#### [GIVEN RECORDS]
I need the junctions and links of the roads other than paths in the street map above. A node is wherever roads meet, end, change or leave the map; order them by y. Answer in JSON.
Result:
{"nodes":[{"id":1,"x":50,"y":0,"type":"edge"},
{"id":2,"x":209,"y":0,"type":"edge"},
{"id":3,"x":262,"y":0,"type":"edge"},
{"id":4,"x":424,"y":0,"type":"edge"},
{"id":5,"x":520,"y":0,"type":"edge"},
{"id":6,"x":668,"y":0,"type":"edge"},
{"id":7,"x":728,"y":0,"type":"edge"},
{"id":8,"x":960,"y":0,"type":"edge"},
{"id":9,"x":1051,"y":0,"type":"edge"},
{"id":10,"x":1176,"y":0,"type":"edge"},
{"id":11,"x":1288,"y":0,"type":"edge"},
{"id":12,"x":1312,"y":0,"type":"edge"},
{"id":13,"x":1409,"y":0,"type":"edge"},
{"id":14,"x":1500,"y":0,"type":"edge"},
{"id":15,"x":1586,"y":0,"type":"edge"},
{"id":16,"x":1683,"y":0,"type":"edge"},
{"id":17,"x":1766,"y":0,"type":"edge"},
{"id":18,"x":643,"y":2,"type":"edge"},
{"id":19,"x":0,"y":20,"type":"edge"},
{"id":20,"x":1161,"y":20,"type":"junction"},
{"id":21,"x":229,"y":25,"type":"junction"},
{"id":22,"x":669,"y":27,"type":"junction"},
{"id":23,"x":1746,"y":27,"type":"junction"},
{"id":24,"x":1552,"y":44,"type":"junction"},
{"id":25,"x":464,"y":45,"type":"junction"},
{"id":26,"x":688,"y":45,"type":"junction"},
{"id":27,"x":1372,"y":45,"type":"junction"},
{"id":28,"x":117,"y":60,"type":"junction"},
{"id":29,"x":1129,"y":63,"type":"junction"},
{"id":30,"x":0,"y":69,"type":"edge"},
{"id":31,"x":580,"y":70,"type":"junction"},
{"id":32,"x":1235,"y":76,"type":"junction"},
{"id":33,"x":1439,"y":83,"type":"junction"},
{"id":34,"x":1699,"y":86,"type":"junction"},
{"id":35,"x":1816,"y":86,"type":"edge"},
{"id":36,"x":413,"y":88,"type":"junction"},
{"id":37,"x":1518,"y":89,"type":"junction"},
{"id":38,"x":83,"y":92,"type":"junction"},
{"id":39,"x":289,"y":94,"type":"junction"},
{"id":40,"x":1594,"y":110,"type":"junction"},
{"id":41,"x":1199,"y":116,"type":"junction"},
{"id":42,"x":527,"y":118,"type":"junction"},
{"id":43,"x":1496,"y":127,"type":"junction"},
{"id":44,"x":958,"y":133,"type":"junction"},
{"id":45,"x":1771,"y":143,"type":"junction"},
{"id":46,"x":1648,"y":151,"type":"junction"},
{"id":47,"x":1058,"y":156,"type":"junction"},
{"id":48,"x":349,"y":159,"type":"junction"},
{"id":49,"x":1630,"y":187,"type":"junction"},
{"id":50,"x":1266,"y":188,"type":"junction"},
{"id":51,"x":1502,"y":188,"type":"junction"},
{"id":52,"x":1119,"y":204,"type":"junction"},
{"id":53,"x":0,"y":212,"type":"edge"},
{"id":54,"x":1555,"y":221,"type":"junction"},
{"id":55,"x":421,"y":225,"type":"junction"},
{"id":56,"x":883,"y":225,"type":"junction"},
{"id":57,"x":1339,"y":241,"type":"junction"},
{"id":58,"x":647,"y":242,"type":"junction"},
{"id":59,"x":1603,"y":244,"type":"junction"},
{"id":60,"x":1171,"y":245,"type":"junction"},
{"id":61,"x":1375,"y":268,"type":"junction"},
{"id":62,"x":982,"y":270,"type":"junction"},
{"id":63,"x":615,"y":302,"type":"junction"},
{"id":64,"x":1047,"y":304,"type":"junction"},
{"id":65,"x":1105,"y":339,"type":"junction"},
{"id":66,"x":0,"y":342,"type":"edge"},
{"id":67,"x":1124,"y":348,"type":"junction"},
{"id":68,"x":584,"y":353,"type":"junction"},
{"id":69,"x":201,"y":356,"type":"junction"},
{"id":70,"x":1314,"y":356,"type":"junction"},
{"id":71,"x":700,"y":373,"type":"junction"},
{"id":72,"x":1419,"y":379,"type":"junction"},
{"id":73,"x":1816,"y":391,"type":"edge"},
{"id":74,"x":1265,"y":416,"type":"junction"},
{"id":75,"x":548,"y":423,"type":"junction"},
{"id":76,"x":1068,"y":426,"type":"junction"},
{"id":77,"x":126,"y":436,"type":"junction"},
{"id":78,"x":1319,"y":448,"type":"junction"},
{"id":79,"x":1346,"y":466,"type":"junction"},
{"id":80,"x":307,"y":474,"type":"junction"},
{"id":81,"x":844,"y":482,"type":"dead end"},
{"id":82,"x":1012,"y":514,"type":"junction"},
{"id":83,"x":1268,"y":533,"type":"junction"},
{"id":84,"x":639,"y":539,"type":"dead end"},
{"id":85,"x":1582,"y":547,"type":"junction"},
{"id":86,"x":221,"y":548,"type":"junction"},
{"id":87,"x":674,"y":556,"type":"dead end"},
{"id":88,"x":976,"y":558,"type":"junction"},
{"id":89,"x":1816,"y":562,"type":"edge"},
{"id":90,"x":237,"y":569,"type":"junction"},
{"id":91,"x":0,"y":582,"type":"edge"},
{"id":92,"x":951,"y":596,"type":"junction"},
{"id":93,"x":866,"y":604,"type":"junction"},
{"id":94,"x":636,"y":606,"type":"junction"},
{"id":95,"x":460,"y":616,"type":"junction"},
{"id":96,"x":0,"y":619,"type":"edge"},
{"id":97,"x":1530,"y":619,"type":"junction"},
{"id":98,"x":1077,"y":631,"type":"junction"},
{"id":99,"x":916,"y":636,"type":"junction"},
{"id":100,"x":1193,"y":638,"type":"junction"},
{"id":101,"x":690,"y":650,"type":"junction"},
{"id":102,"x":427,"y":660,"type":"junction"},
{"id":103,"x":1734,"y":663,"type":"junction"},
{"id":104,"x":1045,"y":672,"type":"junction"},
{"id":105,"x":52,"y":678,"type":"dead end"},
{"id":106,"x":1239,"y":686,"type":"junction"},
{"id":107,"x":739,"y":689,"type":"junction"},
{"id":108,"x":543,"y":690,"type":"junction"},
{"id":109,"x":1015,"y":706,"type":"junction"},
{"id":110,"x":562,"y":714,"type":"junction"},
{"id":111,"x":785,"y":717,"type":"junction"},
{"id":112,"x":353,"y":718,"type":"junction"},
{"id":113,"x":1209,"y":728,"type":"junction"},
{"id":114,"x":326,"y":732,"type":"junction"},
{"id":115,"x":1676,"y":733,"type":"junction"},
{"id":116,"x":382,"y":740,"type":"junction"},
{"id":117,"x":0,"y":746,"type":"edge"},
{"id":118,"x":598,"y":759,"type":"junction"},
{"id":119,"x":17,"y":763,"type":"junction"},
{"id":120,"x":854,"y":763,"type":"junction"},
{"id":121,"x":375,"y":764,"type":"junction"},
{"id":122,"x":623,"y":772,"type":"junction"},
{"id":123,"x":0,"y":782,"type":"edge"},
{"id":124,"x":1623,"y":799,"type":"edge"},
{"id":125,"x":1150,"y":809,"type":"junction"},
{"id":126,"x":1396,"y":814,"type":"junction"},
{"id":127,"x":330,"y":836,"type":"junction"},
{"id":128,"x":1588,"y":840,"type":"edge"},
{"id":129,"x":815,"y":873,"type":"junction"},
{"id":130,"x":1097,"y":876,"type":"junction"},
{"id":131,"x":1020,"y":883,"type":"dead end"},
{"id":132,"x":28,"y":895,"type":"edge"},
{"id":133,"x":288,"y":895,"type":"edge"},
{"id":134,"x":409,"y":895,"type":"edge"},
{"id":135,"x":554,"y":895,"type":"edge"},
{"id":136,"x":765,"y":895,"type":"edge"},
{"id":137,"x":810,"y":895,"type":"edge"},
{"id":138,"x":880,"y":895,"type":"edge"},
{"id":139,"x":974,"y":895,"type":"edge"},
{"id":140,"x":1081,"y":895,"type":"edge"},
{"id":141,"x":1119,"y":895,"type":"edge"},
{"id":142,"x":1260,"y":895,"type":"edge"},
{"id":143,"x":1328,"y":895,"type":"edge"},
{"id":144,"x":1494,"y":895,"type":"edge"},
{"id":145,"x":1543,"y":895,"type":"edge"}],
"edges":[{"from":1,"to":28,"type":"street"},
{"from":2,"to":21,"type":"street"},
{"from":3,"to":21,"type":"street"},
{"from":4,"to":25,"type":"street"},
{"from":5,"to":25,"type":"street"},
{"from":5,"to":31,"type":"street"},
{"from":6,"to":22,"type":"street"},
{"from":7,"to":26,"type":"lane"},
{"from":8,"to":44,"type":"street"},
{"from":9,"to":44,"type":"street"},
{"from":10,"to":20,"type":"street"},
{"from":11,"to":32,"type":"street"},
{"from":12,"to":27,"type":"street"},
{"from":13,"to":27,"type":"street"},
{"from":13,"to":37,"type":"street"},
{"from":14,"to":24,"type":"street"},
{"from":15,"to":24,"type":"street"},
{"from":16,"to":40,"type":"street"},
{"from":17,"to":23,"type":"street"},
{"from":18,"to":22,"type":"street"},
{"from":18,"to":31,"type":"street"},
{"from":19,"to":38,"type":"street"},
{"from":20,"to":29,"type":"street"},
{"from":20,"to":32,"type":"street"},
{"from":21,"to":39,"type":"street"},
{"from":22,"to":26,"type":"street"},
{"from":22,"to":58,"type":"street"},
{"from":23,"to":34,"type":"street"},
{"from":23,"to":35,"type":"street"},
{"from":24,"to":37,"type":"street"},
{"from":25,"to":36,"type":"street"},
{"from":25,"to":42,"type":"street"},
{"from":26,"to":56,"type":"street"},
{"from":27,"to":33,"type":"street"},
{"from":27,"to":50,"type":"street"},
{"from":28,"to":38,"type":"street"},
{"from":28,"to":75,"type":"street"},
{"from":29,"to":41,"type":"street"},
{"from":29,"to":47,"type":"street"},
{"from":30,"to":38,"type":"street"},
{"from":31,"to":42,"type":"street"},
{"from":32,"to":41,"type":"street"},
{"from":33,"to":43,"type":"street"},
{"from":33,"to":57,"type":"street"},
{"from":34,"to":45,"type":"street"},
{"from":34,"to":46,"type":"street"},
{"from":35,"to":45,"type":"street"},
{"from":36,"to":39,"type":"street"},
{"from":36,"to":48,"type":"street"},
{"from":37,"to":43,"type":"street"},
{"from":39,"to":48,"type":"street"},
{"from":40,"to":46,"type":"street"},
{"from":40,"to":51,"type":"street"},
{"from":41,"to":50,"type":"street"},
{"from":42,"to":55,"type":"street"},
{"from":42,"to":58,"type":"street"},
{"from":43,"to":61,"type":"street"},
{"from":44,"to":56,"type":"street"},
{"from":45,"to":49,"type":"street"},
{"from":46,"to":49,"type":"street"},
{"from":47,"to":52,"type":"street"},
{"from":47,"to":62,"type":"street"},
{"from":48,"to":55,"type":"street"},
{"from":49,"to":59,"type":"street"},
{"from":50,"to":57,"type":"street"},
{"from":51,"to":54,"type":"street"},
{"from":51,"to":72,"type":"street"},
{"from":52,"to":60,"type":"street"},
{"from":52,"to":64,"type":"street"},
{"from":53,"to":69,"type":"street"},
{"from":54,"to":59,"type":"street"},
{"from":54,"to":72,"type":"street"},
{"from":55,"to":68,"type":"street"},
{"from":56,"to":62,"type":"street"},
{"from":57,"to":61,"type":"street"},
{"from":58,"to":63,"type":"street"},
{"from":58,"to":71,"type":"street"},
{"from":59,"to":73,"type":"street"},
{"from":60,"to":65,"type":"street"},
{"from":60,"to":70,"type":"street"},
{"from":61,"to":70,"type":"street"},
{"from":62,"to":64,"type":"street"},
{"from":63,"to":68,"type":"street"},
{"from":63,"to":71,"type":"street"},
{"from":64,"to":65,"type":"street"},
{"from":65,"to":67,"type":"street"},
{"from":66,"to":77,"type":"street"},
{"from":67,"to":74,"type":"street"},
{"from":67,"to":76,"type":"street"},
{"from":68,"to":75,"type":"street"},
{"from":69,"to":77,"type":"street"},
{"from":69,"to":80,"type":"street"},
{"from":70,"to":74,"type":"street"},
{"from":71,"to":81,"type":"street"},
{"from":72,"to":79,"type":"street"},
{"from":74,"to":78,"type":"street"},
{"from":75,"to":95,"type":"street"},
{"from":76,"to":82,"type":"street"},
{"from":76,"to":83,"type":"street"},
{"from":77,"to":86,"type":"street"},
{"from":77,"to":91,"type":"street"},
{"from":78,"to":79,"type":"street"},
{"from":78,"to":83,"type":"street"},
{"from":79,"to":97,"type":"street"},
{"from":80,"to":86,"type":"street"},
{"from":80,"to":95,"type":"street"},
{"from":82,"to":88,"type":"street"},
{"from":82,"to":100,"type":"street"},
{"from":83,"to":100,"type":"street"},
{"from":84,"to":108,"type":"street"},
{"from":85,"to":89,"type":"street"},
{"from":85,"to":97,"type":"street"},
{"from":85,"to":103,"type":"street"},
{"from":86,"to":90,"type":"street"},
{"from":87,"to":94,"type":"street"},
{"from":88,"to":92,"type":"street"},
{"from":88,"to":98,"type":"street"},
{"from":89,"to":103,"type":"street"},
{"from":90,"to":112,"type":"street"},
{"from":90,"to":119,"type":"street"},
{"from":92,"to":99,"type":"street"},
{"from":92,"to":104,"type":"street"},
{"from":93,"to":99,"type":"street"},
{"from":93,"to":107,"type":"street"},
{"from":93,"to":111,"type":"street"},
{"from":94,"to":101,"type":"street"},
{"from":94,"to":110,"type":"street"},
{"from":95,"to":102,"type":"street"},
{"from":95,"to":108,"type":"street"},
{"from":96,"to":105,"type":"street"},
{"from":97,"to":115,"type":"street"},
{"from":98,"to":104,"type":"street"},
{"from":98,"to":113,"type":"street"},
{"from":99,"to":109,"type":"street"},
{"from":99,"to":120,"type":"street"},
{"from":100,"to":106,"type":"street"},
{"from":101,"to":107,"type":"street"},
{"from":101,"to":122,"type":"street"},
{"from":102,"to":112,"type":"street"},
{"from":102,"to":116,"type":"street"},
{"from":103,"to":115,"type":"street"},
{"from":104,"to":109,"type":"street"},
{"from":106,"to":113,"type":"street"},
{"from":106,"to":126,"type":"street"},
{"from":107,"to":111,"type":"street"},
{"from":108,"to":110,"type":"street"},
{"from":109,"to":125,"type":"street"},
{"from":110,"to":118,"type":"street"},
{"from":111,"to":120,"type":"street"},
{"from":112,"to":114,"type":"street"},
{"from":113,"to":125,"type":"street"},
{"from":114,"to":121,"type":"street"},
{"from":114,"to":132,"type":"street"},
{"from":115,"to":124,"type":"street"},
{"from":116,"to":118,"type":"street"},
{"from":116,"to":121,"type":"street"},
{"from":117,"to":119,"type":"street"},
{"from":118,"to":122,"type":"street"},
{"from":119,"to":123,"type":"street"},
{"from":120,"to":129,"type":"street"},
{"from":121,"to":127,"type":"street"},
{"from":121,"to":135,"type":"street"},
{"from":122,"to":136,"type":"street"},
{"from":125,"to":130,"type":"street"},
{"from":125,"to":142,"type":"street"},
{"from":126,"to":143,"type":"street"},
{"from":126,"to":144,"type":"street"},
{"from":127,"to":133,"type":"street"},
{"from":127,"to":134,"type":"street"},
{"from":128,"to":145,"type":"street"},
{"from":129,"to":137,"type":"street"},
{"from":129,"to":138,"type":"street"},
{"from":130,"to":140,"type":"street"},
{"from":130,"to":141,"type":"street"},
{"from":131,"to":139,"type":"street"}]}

#### [DIRECTIONS]
Within the records above, find every line holding the word "dead" and give the total as a bare number.

#### [FINISHED EXERCISE]
5